The S-211 Report must set out the steps the Reporting Entity has taken during its previous financial year to prevent and to reduce the risk that forced labour or child labour is used at any step in the production of goods in Canada or elsewhere by the Reporting Entity, or at any step in the production of goods imported into Canada by the Reporting Entity.
S-211 does not prescribe business conduct beyond reporting in compliance with S-211.
For details on S-211 and related compliance information, please use the following link to my earlier article: Mandatory Supply Chain Transparency ESG Reporting Comes to Canada.
On December 21, 2023, more than seven months after S-211 became law and a mere ten days before the law came into force, the Minister of Public Safety published guidance ("Guidance") on S-211, The Guidance is meant to address many of the questions that businesses had posed regarding the interpretation of S-211.
In addition to the Guidance, the Minister of Public Safety concurrently introduced a mandatory online questionnaire ("Questionnaire") that Reporting Entities must be complete when uploading their S-211 Reports for filing with the federal government.
Below are a number of key elements of compliance with S-211 addressed by the Guidance. I note that there are still a number of gaps in the Guidance including those I have noted below.
In determining whether S-211 applies to a specific business or organization or whether an "entity" is required to report, reference can be made to the Guidance, which provides limited clarity.
For example, with respect to the financial thresholds to be used in determining whether a business or organization is an "entity," the Guidance confirms that the assets referred to are global and gross (not net); that the revenue referred to is global revenue; and that the average number of employees referred to is a global number and it excludes contractors.
There are other elements of the Guidance that do not appear to provide enough clarity. For example, no detailed definition of "goods" is provided in S-211. The Guidance notes that "goods" refers to goods that are the subject of trade and commerce. It is not clear as to what this reference was intended to address.

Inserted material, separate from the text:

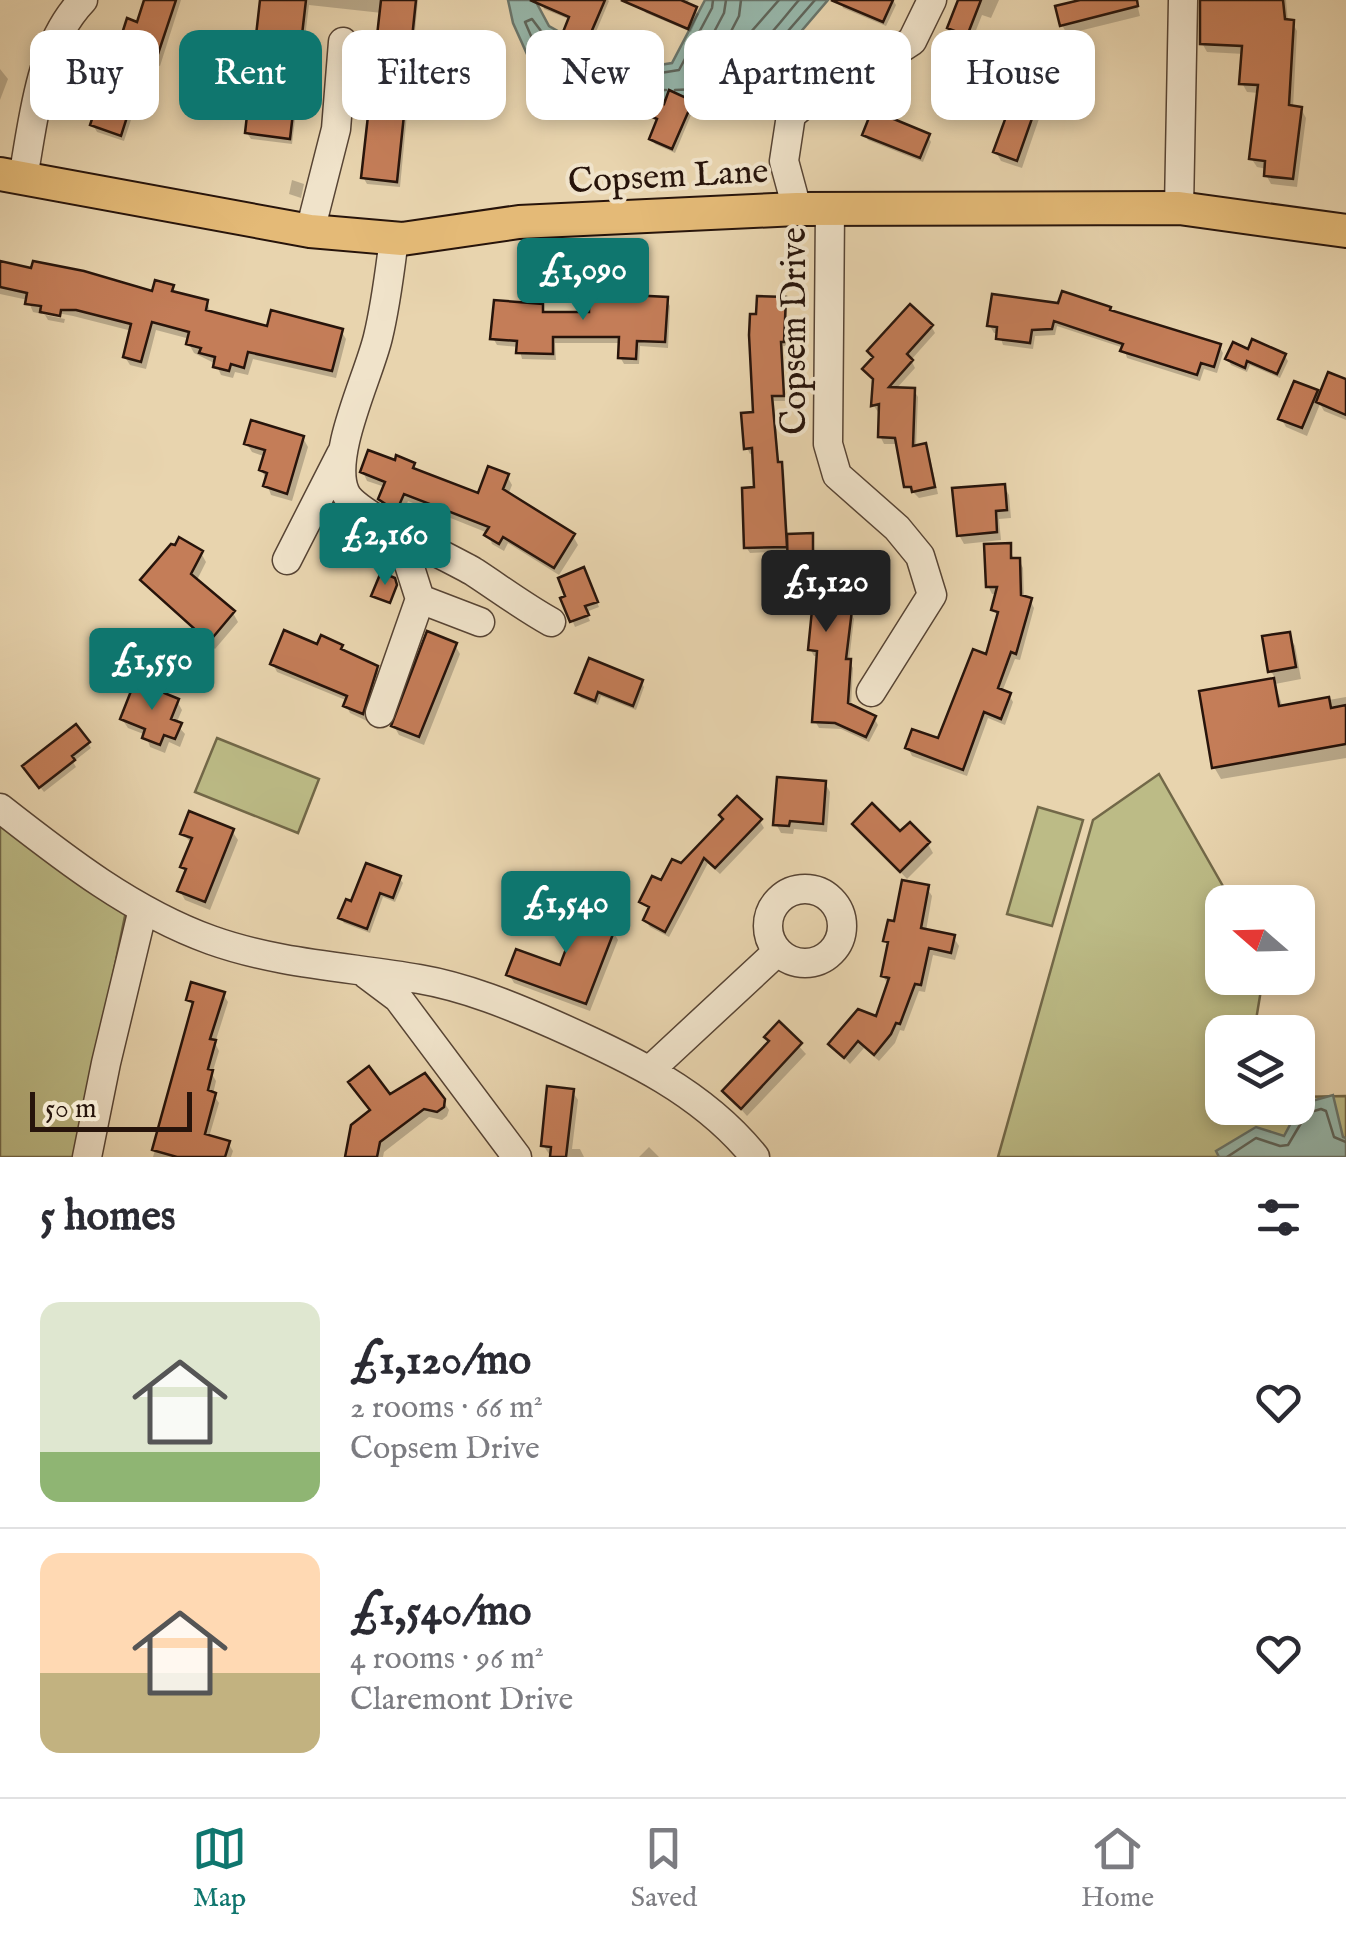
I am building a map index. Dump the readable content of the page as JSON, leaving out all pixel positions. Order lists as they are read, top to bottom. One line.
{"streets":{"main road":["Copsem Lane"],"street":["Copsem Drive"]},"crossings":[["Copsem Lane","Copsem Drive"]],"scale_bar":"50 m","north":"left","page":{"chip":["Buy","Rent","Filters","New","Apartment","House"],"price":["£1,090","£2,160","£1,120","£1,550","£1,540"],"scale":"50 m","heading":"5 homes","list":[{"name":"£1,120/mo","note":"2 rooms · 66 m² · Copsem Drive"},{"name":"£1,540/mo","note":"4 rooms · 96 m² · Claremont Drive"}],"tabs":["Map","Saved","Home"]}}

In assessing whether an entity has to report and considering the meaning of producing, selling, distributing or importing goods, the Guidance notes that these terms are not intended to capture services that solely support the production, sale, distribution and importation of Goods such as marketing, administrative services, financial services and software services.

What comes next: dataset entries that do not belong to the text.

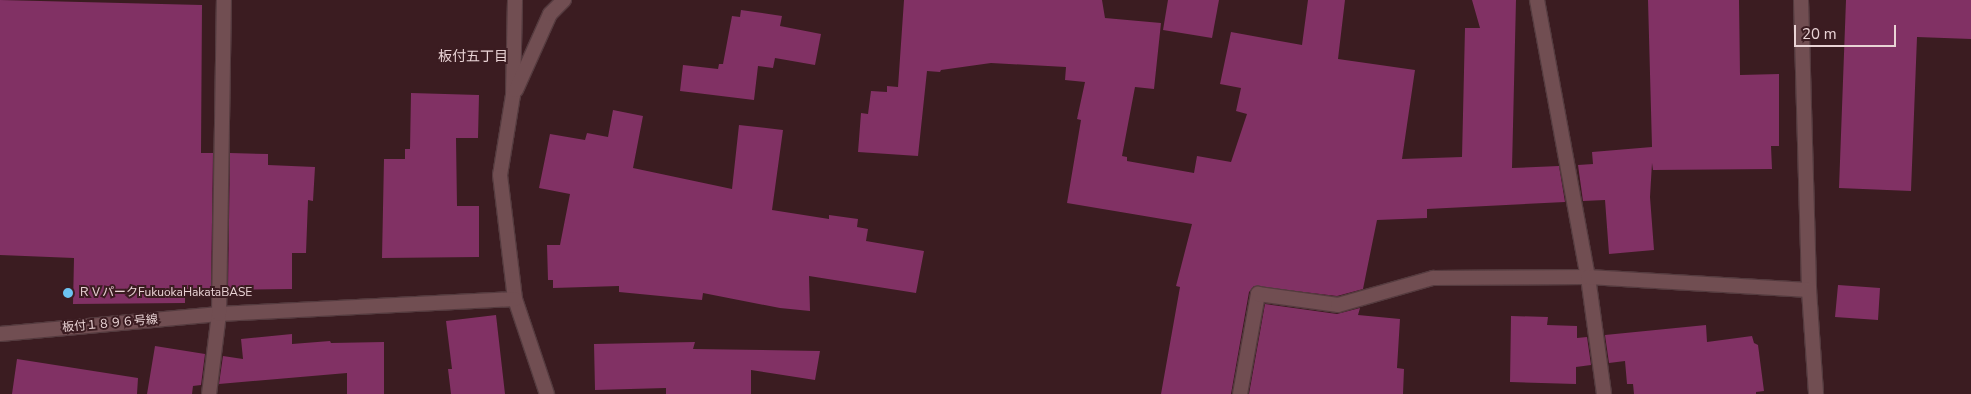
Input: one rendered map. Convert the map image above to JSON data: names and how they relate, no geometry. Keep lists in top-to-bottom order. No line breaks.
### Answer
{"streets":{"street":["板付１８９６号線"]},"districts":["板付五丁目"],"places":["ＲＶパークFukuokaHakataBASE"],"scale_bar":"20 m"}
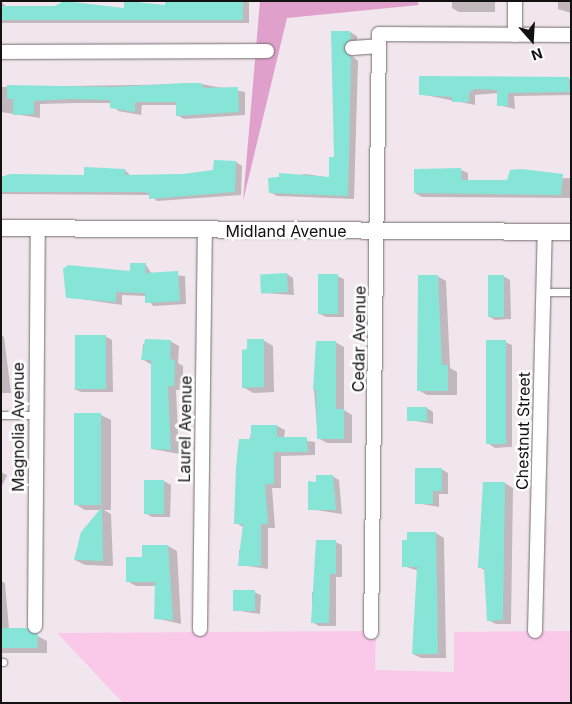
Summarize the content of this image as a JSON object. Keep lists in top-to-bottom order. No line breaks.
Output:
{"streets":{"street":["Midland Avenue","Cedar Avenue","Magnolia Avenue","Laurel Avenue","Chestnut Street"]},"crossings":[["Midland Avenue","Cedar Avenue"],["Midland Avenue","Magnolia Avenue"],["Midland Avenue","Laurel Avenue"],["Midland Avenue","Chestnut Street"]],"north":"bottom"}
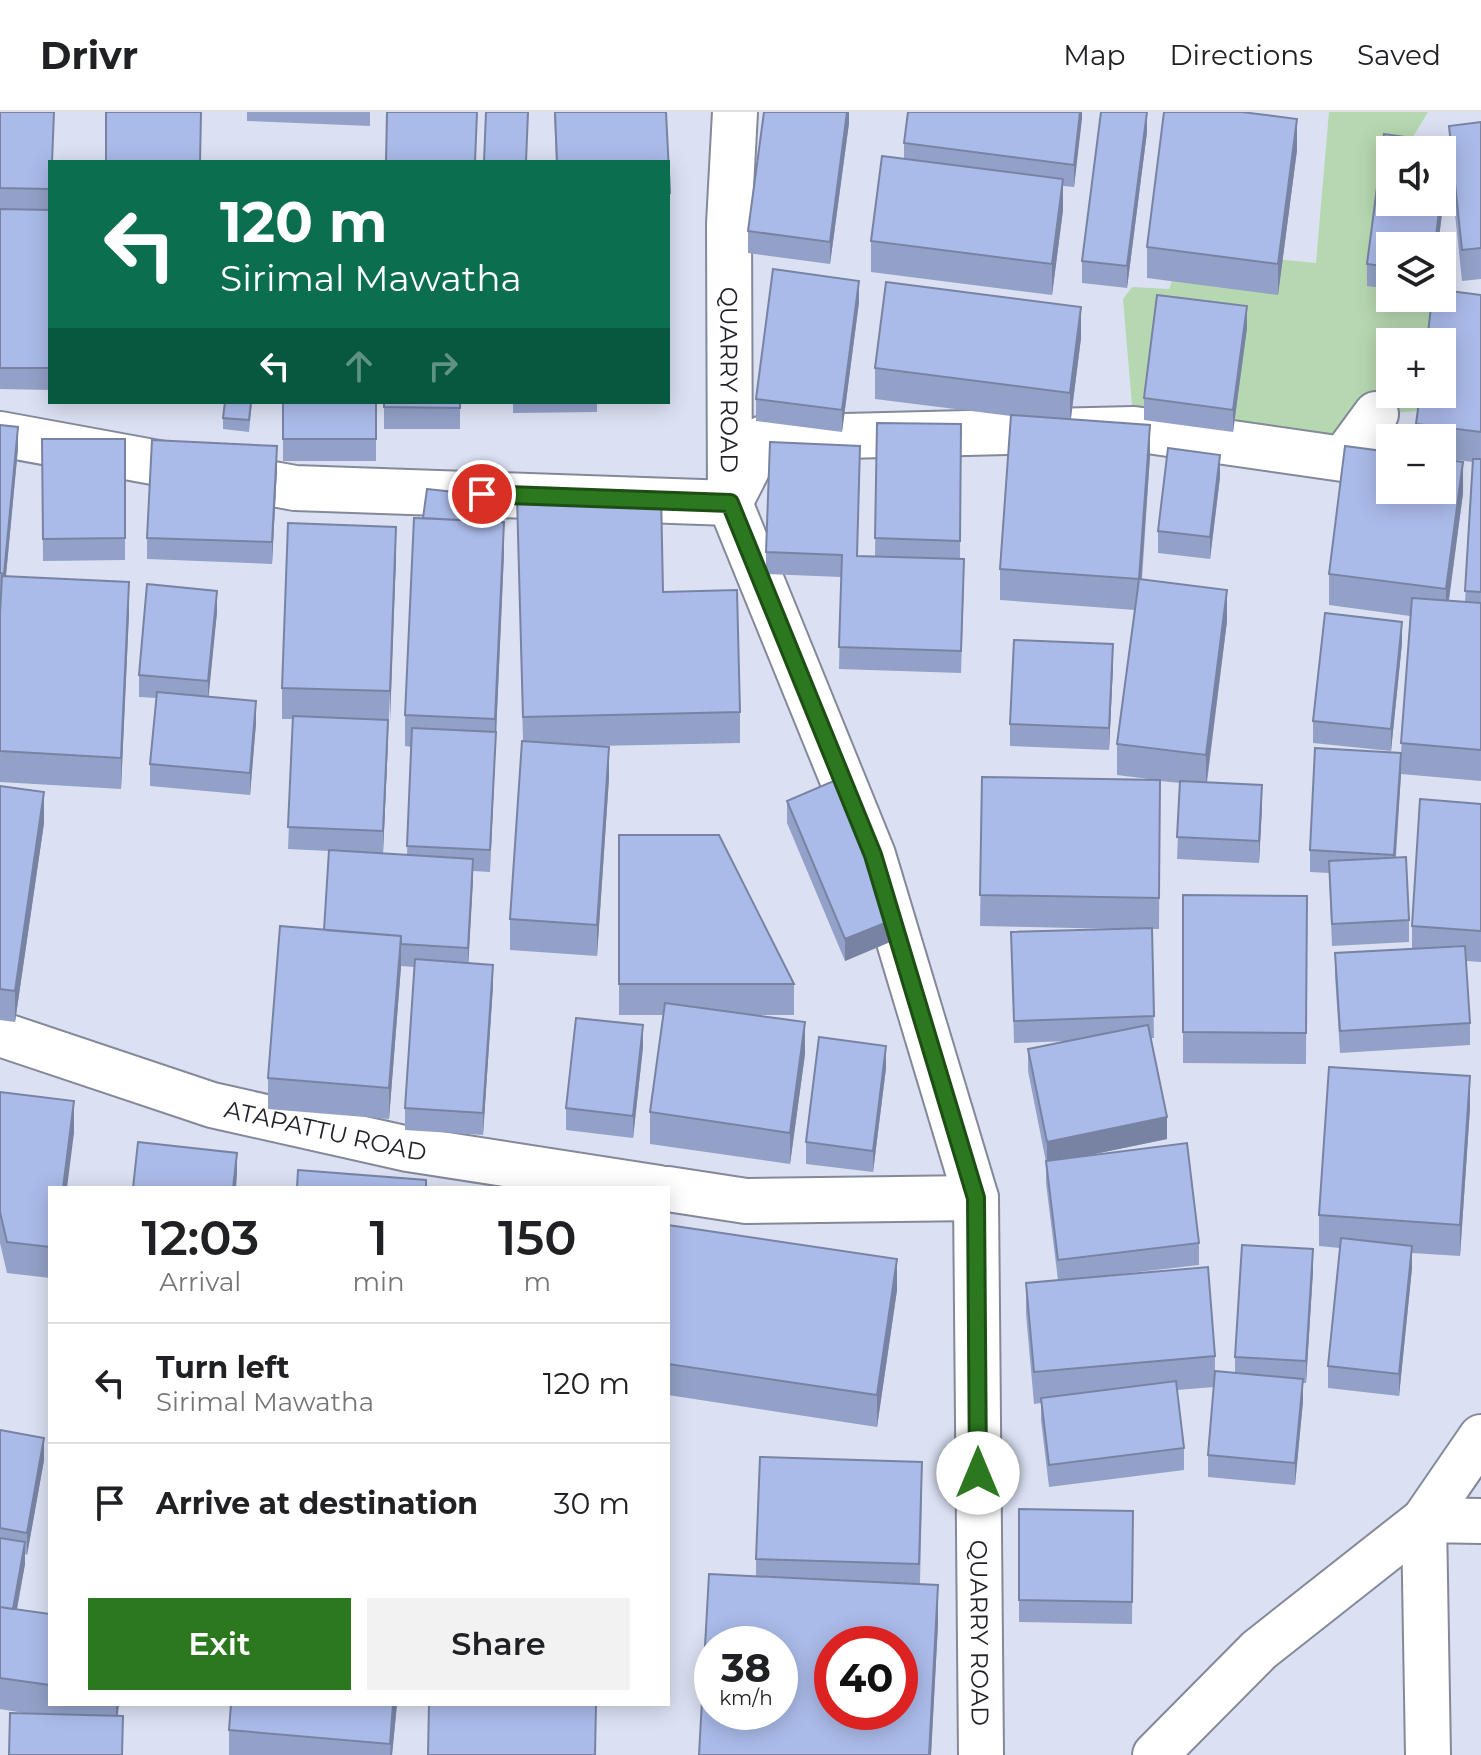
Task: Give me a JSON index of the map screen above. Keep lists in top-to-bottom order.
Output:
{
  "streets": {
    "street": ["QUARRY ROAD", "ATAPATTU ROAD"]
  },
  "page": {
    "header": "Drivr",
    "nav": ["Map", "Directions", "Saved"],
    "map_buttons": ["+", "−"],
    "turn": ["120 m", "Sirimal Mawatha"],
    "eta": [
      "12:03",
      "Arrival",
      "1",
      "min",
      "150",
      "m"
    ],
    "list": [
      {
        "name": "Turn left",
        "note": "Sirimal Mawatha",
        "value": "120 m"
      },
      {
        "name": "Arrive at destination",
        "value": "30 m"
      }
    ],
    "buttons": ["Exit", "Share"],
    "speed": "38 km/h",
    "limit": "40"
  }
}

The Guidance confirms that the filing of joint reports is optional. It also indicates that in certain circumstances, joint reports are not suitable such as where the Reporting Entities have risk profiles, policies or have taken actions that diverge significantly and in a way that would make it difficult to prepare an S-211 report accurately describing all of the entities.
Reporting Entities are not required to include in their S-211 reports any commercially sensitive information that would expose them to legal risk or compromise the privacy of any persons. In addition, they are not required to report on specific cases or allegations of forced labour or child labour.
The Guidance indicates the maximum size of the S-211 Report is to be 10 pages or 100 MB. An S-211 Report of 20 pages is permitted if it is in both official languages, English, and French. There is no prescribed level of detail for the S-211 Report and Reporting Entities are recommended to use discretion in determining the appropriate level of detail proportionate to their size and risk profile.
Prior to the publication of the Guidance, the attestation described in S-211 required a member of the governing body (the board of directors) to attest to the fact the board of directors had approved the S-211 report.
The Guidance introduced this attestation:
In accordance with the requirements of the Act, and in particular section 11 thereof, I attest that I have reviewed the information contained in the report for the entity or entities listed above. Based on my knowledge, and having exercised reasonable diligence, I attest that the information in the report is true, accurate and complete in all material respects for the purposes of the Act, for the reporting year listed above.
In their review and approval and in providing the attestation of the S-211 Report, directors will exercise their fiduciary duty to act honestly and in good faith with a view to the best interests of the Reporting Entity and to exercise the care, diligence and skill that a reasonably prudent person would exercise in comparable circumstances.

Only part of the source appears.